Start of DATA EXCERPTS
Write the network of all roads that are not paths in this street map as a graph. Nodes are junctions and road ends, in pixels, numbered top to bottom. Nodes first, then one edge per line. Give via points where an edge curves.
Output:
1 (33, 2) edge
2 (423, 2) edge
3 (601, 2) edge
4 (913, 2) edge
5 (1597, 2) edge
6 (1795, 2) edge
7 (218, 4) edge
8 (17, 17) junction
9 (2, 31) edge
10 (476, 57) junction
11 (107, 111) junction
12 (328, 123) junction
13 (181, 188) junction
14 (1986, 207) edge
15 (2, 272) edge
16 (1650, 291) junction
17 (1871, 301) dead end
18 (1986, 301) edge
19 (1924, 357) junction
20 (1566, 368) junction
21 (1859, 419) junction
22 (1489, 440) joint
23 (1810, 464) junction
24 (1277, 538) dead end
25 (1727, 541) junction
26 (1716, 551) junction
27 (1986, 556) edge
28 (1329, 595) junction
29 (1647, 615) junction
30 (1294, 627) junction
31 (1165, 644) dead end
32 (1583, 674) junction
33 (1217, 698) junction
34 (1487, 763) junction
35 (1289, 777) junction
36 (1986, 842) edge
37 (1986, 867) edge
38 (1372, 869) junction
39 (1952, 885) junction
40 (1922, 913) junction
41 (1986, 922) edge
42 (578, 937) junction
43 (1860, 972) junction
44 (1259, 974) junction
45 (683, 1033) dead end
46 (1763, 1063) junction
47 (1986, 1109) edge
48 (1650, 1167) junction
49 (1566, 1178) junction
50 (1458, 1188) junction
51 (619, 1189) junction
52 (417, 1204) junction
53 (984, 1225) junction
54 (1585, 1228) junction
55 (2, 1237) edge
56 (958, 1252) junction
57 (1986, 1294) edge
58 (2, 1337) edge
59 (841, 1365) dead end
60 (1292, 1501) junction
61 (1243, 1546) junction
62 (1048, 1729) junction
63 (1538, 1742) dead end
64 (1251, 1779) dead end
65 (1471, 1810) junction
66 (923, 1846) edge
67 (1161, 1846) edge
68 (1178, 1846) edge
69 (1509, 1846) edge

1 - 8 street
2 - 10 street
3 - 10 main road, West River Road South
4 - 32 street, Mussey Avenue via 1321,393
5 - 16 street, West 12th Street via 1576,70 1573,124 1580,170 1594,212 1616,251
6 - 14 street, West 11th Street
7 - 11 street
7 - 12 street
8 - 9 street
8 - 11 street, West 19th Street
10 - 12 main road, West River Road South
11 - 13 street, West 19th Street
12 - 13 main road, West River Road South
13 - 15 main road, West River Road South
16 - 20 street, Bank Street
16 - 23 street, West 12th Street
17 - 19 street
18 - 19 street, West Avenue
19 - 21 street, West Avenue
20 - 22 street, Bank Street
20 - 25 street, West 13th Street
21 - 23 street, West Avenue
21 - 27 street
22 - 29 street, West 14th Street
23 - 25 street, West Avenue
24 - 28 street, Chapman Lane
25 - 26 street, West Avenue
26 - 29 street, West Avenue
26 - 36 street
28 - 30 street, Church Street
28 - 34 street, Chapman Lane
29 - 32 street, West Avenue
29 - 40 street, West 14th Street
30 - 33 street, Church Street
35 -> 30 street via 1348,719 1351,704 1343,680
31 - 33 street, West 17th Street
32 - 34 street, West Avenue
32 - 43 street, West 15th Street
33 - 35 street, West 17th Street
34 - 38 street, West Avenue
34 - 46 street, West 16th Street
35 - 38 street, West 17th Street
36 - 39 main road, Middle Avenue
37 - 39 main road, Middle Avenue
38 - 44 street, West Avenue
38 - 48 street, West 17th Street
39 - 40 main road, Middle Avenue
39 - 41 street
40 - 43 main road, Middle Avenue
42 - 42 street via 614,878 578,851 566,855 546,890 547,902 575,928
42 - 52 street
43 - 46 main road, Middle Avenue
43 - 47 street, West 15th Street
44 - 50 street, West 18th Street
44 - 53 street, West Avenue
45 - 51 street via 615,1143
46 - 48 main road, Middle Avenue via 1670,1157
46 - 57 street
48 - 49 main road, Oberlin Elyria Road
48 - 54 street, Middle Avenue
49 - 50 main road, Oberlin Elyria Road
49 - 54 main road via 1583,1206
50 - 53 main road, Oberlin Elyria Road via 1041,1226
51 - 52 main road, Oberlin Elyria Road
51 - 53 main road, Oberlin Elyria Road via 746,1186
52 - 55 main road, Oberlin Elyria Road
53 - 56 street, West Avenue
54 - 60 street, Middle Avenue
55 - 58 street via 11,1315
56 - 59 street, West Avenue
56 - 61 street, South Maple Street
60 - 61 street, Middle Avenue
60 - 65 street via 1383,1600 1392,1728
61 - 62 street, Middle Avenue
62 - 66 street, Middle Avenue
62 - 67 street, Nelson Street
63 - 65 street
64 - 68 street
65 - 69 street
End of DATA EXCERPTS
Start of DATA EXCERPTS
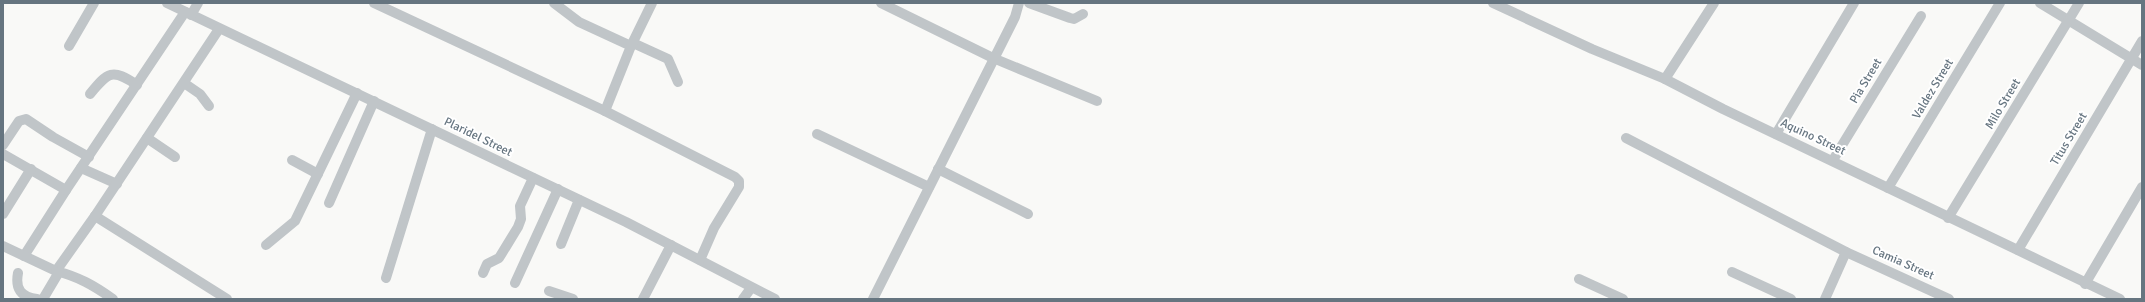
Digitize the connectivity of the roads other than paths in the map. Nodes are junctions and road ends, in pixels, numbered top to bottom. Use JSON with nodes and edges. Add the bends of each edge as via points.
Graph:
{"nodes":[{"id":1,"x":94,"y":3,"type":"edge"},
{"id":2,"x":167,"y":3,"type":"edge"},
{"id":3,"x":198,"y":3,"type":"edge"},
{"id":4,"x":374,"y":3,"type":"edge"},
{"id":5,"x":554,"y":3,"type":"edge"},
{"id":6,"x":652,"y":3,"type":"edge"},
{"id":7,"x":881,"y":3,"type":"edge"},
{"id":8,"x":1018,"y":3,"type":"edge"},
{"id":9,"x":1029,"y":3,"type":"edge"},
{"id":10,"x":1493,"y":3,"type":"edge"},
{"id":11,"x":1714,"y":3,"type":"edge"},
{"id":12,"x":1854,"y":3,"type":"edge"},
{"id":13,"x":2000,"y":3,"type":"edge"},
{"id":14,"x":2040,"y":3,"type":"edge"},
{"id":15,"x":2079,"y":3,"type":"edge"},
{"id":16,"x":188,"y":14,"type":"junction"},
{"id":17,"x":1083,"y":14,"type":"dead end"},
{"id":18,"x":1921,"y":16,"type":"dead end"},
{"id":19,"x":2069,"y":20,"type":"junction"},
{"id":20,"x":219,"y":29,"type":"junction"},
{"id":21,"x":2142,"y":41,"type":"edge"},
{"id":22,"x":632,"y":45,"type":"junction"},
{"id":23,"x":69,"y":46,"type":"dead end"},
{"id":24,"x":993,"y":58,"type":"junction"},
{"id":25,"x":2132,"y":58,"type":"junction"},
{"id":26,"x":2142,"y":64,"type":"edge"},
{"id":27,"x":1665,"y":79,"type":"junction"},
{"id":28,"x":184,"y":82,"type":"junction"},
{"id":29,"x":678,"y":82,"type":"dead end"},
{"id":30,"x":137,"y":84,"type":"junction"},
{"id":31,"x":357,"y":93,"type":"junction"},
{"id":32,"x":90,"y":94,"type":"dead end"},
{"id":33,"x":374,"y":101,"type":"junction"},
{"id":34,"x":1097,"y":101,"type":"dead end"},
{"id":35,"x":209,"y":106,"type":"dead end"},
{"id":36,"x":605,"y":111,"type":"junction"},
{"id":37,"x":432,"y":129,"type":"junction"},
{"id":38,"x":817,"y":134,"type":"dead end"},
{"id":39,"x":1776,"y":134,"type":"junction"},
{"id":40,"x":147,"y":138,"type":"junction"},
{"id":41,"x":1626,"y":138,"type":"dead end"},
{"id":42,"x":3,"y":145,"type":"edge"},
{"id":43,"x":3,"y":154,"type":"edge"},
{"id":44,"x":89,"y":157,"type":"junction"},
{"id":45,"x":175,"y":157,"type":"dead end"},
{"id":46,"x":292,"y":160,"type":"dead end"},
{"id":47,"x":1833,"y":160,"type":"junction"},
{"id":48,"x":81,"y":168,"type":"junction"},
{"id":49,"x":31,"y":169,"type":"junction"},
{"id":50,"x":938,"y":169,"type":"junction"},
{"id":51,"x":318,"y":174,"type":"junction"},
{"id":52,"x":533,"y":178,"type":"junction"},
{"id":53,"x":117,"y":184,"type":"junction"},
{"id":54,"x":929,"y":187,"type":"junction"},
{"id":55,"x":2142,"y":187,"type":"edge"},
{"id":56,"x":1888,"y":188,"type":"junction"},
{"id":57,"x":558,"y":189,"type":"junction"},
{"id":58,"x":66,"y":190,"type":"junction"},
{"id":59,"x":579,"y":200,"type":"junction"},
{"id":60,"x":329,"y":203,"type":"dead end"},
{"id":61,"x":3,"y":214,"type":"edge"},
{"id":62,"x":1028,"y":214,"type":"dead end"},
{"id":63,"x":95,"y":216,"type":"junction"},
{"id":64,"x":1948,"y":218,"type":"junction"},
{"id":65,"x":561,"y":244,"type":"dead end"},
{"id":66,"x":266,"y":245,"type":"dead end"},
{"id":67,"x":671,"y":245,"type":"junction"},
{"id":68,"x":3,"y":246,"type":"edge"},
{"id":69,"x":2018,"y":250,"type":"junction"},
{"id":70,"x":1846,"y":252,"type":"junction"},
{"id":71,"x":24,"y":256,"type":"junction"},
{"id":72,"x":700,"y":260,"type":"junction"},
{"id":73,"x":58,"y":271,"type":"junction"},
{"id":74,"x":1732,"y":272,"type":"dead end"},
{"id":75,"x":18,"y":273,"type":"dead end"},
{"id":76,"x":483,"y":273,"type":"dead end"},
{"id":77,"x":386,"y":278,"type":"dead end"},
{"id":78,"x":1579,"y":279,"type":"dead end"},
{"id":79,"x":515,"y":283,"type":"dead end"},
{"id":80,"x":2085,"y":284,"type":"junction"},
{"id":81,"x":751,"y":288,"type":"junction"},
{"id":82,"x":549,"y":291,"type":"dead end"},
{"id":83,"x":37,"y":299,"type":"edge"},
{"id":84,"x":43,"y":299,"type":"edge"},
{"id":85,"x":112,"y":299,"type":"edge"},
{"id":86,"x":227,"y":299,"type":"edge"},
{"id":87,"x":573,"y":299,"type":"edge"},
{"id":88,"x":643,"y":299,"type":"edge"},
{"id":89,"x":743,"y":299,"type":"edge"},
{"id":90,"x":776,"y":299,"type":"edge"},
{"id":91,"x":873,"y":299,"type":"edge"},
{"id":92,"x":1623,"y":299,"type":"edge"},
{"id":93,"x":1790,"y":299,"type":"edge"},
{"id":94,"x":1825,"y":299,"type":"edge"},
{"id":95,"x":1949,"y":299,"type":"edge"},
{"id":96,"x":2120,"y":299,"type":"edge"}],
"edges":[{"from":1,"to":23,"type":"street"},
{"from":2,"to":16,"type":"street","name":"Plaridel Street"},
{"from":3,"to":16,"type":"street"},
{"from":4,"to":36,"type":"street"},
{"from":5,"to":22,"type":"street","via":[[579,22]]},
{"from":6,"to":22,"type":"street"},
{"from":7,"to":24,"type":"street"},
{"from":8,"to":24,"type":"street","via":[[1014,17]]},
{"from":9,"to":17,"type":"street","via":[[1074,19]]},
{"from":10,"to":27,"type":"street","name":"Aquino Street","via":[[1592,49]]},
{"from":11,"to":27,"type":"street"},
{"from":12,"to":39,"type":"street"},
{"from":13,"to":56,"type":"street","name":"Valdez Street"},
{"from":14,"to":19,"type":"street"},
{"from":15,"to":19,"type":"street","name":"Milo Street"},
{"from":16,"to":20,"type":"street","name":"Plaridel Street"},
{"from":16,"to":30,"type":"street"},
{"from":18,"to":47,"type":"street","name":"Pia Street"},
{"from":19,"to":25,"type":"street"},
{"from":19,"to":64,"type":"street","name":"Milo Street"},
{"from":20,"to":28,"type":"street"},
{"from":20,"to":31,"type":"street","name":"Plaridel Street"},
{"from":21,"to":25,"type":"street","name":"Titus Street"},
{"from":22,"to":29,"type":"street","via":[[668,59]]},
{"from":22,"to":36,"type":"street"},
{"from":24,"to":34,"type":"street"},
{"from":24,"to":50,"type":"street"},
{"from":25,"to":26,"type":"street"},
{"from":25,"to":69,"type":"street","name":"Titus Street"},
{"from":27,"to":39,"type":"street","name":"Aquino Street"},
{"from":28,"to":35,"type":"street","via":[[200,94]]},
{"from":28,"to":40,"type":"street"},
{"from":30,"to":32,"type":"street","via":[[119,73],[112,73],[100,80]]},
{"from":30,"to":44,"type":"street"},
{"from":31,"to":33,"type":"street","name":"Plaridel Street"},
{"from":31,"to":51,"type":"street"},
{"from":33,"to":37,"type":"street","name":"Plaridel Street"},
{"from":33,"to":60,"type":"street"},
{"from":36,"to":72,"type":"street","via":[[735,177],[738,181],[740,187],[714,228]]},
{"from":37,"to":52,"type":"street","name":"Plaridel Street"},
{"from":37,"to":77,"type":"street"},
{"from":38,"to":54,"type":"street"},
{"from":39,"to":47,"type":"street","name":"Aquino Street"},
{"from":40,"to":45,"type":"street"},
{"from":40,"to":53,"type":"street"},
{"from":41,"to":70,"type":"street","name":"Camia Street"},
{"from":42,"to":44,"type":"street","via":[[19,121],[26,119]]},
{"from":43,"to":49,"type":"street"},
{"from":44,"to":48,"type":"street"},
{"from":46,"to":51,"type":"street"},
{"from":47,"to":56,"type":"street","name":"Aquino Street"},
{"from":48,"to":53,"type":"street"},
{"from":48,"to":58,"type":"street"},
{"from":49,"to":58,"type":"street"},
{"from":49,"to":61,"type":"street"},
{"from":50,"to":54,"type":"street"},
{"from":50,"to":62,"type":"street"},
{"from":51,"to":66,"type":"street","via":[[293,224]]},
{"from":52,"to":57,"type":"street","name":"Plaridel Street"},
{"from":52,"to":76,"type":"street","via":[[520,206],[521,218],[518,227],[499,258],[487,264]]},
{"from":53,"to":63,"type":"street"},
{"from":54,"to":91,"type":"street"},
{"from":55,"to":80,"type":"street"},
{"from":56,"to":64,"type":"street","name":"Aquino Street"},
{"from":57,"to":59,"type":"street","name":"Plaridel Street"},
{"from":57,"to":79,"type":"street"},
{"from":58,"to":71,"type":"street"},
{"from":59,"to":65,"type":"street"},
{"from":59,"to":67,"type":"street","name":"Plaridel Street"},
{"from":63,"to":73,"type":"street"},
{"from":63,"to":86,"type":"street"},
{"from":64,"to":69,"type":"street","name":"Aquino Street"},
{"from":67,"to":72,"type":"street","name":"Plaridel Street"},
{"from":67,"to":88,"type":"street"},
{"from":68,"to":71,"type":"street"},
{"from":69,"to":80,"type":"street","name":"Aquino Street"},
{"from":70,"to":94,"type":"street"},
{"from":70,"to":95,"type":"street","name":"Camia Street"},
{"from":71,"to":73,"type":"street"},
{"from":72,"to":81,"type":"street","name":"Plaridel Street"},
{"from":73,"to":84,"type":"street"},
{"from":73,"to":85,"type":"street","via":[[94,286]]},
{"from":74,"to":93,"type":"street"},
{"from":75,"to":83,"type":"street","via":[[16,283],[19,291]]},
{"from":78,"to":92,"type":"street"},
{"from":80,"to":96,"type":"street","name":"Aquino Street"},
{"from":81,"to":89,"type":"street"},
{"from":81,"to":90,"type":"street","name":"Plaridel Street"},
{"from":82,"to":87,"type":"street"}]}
End of DATA EXCERPTS
Copy out, from the data above, each line where the string "Titus" is present.

#### [ANSWER BOX]
{"from":21,"to":25,"type":"street","name":"Titus Street"},
{"from":25,"to":69,"type":"street","name":"Titus Street"},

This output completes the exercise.